%%

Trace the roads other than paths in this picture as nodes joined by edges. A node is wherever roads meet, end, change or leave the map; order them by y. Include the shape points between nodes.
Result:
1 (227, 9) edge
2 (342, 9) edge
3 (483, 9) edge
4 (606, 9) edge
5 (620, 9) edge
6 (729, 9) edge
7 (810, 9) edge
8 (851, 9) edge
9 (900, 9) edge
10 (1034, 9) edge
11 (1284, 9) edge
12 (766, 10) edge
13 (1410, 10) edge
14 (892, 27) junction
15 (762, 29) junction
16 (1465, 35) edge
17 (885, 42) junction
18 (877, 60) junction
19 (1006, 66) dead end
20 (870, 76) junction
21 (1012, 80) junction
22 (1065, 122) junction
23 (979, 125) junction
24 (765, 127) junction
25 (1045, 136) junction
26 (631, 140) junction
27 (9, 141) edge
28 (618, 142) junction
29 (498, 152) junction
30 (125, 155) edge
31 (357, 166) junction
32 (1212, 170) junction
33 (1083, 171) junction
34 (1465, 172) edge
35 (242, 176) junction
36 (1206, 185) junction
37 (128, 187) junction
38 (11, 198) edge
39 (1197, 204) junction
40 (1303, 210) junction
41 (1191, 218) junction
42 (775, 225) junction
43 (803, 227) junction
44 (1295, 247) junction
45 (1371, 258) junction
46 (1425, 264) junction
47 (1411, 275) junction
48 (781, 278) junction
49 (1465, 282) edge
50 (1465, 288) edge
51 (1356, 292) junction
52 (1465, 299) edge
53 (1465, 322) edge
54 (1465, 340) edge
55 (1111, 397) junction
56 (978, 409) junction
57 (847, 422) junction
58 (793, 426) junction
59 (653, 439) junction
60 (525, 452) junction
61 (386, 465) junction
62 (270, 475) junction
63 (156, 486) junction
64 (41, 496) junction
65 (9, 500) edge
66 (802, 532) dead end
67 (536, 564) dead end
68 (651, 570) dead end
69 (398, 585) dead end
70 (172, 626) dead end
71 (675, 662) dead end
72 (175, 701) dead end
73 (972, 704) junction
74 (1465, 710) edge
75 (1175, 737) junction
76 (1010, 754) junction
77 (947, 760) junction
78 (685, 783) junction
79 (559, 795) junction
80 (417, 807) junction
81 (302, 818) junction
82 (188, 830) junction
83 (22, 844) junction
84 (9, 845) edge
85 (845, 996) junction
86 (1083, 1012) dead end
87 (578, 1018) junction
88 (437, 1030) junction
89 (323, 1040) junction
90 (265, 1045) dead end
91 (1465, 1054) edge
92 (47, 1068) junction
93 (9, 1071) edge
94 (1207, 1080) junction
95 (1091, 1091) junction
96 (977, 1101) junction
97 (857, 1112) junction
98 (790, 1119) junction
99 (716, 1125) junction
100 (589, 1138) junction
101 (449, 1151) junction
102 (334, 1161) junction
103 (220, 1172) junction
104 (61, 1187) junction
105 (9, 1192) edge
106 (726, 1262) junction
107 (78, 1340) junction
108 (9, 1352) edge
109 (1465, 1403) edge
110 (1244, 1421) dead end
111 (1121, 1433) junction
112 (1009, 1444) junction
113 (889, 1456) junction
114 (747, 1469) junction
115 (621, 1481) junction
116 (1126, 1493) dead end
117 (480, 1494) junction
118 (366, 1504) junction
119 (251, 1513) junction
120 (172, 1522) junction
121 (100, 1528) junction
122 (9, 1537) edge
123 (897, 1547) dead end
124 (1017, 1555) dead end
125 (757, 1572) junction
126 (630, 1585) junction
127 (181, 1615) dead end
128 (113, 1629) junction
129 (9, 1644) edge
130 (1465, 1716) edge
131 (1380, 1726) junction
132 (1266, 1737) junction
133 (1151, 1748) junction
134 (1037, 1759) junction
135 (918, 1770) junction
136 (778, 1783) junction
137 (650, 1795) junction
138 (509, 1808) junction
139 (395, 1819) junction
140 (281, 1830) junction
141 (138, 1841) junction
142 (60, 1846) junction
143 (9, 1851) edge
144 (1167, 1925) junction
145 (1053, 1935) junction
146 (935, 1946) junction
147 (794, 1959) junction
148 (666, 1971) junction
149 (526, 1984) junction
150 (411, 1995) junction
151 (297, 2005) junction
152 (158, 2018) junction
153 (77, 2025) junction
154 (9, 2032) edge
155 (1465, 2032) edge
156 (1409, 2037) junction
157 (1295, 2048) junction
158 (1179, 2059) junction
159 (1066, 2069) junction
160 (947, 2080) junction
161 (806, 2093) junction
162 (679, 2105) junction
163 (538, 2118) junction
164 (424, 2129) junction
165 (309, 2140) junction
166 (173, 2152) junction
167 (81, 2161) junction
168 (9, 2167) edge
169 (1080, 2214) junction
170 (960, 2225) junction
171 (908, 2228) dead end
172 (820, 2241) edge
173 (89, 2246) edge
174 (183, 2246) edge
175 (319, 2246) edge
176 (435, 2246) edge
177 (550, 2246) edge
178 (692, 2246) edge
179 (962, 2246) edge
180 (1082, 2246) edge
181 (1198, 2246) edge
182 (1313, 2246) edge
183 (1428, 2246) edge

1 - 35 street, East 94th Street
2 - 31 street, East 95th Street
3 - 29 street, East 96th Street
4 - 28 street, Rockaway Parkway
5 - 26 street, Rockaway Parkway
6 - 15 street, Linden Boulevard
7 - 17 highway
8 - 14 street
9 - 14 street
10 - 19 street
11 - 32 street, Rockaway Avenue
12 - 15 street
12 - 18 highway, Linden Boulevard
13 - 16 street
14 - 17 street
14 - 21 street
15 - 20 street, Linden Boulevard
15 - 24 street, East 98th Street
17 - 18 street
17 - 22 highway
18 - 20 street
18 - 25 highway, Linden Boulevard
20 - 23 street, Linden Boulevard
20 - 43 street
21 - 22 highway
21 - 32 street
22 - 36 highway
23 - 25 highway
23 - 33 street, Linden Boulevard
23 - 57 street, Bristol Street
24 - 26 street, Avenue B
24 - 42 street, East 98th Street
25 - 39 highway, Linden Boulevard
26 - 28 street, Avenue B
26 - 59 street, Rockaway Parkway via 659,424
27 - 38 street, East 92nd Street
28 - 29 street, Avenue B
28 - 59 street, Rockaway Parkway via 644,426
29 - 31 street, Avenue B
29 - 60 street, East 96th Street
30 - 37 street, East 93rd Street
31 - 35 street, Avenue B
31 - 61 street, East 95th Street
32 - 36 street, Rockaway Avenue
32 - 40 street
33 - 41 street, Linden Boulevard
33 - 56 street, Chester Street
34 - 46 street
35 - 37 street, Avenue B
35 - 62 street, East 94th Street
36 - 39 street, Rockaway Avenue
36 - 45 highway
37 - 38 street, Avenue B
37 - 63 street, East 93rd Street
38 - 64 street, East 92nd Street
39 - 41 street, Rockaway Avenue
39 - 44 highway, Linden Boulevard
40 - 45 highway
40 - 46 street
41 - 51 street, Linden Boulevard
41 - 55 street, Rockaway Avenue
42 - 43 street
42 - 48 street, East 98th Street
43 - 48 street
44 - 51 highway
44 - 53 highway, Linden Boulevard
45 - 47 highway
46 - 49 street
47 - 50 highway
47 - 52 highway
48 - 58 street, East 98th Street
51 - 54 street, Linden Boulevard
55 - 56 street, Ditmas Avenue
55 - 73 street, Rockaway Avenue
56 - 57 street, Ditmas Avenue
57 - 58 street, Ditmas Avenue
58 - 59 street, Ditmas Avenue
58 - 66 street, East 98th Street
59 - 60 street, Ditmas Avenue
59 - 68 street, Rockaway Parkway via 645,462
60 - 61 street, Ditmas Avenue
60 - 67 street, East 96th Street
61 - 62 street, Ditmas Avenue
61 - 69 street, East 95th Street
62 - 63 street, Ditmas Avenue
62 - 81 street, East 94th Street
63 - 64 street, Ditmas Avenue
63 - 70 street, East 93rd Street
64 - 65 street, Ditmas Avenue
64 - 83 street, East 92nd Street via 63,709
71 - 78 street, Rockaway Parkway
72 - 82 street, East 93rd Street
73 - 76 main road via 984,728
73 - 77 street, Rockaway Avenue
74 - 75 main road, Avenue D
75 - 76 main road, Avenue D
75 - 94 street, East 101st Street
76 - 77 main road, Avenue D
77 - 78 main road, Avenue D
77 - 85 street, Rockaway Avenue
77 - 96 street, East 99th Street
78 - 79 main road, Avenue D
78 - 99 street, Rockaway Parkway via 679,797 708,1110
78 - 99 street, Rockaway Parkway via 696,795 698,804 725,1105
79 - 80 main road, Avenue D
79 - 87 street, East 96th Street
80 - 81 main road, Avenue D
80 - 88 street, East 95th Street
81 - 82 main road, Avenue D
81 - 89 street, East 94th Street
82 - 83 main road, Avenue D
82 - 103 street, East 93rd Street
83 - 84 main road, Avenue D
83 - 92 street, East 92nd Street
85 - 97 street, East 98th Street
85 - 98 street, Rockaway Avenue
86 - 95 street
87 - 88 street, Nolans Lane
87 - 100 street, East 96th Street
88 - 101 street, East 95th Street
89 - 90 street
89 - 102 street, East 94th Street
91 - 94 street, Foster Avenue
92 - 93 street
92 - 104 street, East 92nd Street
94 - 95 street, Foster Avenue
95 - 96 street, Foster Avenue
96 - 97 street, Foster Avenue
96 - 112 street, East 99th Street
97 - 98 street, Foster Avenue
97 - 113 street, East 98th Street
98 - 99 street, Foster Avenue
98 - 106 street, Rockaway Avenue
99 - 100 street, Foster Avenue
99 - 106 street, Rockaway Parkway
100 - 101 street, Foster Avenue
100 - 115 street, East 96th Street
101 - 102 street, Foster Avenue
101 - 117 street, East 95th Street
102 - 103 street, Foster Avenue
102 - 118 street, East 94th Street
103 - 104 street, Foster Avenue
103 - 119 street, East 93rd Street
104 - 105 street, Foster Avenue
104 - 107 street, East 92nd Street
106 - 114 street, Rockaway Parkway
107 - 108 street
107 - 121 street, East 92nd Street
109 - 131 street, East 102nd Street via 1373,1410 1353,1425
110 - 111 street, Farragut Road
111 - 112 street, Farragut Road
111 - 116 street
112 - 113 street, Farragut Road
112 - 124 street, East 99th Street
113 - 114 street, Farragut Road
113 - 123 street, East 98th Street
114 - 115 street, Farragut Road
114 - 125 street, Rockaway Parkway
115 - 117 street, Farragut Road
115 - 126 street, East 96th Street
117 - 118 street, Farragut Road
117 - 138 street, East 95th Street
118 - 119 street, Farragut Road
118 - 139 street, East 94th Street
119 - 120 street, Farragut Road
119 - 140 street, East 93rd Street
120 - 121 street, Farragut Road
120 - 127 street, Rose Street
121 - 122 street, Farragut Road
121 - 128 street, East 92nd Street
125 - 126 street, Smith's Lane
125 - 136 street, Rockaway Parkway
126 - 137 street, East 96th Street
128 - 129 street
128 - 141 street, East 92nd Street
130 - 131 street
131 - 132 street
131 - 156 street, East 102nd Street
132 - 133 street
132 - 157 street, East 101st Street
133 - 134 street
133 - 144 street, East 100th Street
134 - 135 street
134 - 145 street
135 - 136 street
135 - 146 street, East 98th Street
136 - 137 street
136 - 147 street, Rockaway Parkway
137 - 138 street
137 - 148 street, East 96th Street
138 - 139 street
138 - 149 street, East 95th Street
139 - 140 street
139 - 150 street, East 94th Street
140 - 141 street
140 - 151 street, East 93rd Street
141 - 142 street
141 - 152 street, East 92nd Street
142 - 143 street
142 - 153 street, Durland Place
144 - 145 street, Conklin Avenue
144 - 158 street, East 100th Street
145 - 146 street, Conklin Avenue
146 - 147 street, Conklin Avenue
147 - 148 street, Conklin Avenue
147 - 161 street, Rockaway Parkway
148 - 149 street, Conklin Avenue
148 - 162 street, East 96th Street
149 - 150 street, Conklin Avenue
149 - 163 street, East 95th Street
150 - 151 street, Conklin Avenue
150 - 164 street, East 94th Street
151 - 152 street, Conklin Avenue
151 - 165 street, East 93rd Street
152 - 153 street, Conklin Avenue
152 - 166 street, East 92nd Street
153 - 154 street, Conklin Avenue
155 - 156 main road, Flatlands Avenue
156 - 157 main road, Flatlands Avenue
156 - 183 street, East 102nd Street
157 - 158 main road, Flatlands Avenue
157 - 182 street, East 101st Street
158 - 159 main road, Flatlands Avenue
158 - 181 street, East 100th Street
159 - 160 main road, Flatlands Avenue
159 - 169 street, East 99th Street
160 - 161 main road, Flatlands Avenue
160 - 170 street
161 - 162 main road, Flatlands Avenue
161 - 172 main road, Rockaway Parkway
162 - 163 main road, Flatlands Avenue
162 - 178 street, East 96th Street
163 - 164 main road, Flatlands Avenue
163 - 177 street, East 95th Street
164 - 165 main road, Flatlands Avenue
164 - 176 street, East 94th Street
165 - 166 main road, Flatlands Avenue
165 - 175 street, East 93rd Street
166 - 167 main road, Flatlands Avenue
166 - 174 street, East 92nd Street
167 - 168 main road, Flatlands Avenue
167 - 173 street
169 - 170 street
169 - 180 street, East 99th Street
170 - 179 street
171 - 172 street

%%

— EXERCISE GOAL —
Scan the data above for the word "Ditmas", then copy every line that holds it.

— SOLUTION TO THE EXERCISE —
55 - 56 street, Ditmas Avenue
56 - 57 street, Ditmas Avenue
57 - 58 street, Ditmas Avenue
58 - 59 street, Ditmas Avenue
59 - 60 street, Ditmas Avenue
60 - 61 street, Ditmas Avenue
61 - 62 street, Ditmas Avenue
62 - 63 street, Ditmas Avenue
63 - 64 street, Ditmas Avenue
64 - 65 street, Ditmas Avenue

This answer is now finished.